Among the entries, which lines carry the string "Ridge"? Copy each of them.

- _Data to process_
○ ○ ○

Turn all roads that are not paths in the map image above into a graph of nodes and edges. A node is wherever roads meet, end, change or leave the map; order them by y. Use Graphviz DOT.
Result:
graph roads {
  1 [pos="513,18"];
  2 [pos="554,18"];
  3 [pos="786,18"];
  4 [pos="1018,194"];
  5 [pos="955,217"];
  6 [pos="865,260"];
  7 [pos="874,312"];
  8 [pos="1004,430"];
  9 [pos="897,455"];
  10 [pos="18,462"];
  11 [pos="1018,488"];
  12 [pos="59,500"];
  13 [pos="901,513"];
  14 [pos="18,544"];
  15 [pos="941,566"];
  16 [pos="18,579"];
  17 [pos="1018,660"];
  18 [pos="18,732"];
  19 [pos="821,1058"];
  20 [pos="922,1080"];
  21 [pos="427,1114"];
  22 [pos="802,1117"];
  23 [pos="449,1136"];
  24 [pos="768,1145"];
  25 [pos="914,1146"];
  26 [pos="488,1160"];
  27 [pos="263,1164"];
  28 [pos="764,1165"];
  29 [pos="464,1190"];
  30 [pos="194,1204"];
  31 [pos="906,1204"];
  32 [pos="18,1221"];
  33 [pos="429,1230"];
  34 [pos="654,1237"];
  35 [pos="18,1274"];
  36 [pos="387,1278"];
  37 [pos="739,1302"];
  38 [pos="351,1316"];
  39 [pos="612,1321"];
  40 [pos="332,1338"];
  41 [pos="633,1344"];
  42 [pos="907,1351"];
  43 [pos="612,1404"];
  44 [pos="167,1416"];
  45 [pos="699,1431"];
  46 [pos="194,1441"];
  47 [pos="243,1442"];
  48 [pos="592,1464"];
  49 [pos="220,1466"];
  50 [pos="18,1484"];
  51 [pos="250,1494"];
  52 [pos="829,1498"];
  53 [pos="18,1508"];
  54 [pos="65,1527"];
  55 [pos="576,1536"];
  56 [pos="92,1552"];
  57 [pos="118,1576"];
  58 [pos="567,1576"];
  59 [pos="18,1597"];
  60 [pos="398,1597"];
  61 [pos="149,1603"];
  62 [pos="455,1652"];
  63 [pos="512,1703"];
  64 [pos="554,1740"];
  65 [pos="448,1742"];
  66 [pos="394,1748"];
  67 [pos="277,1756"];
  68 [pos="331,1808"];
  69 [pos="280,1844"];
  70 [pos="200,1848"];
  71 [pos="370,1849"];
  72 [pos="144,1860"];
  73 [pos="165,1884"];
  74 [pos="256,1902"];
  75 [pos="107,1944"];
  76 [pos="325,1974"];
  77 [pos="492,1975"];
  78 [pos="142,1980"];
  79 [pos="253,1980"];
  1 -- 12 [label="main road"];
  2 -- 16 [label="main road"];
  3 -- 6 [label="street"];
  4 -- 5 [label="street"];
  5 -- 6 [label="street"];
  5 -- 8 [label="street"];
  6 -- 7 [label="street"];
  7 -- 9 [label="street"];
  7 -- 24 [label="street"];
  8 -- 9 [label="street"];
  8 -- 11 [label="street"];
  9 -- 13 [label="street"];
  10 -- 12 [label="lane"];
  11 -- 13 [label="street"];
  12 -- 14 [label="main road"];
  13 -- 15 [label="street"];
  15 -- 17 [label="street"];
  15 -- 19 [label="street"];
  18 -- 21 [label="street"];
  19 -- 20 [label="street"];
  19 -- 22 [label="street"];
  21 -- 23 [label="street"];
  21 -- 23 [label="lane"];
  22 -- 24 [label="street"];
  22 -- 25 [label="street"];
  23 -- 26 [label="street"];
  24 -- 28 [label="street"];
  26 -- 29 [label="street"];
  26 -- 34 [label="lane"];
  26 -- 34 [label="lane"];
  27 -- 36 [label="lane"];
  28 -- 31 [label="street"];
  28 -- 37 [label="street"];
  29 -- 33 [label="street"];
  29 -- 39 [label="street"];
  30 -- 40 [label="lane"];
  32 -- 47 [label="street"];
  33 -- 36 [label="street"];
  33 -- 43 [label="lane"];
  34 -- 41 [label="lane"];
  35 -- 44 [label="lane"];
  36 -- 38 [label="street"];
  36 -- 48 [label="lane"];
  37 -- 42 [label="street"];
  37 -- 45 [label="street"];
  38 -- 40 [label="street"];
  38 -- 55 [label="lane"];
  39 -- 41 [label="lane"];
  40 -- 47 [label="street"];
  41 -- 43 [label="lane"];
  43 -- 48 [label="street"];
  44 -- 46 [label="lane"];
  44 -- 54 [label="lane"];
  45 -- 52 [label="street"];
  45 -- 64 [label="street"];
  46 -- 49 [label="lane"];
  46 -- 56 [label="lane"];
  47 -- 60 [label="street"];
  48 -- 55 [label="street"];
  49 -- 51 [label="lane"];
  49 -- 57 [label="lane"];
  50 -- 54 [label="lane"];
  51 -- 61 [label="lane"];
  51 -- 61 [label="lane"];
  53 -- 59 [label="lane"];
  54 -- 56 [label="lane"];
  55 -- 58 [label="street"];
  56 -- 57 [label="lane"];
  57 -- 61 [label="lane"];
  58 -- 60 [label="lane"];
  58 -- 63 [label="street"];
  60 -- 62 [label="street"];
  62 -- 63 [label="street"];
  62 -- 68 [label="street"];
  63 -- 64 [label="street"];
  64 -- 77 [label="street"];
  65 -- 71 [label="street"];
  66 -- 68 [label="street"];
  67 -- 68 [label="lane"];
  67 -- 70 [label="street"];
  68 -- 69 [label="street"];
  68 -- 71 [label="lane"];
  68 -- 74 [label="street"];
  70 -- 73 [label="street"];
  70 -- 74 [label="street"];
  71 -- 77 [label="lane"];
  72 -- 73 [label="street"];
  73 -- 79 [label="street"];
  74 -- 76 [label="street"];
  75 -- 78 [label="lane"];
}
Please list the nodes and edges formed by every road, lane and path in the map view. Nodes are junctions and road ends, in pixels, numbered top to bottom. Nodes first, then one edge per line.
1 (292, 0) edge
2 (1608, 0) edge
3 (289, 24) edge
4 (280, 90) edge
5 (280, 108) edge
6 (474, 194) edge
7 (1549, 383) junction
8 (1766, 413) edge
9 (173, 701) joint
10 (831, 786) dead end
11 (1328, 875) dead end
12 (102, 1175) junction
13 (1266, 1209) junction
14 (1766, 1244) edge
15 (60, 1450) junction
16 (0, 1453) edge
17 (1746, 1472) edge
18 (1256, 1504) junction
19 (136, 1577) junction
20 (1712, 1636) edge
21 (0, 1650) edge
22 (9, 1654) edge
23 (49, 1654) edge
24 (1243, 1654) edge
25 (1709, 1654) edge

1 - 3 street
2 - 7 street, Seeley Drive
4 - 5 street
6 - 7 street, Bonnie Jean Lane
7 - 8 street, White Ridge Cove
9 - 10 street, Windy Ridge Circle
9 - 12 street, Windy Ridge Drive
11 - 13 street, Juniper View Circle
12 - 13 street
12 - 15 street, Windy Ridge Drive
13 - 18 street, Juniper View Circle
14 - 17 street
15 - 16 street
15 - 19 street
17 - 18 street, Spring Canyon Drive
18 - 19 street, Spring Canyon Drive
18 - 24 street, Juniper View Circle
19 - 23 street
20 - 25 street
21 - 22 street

○ ○ ○

- _The answer_
7 - 8 street, White Ridge Cove
9 - 10 street, Windy Ridge Circle
9 - 12 street, Windy Ridge Drive
12 - 15 street, Windy Ridge Drive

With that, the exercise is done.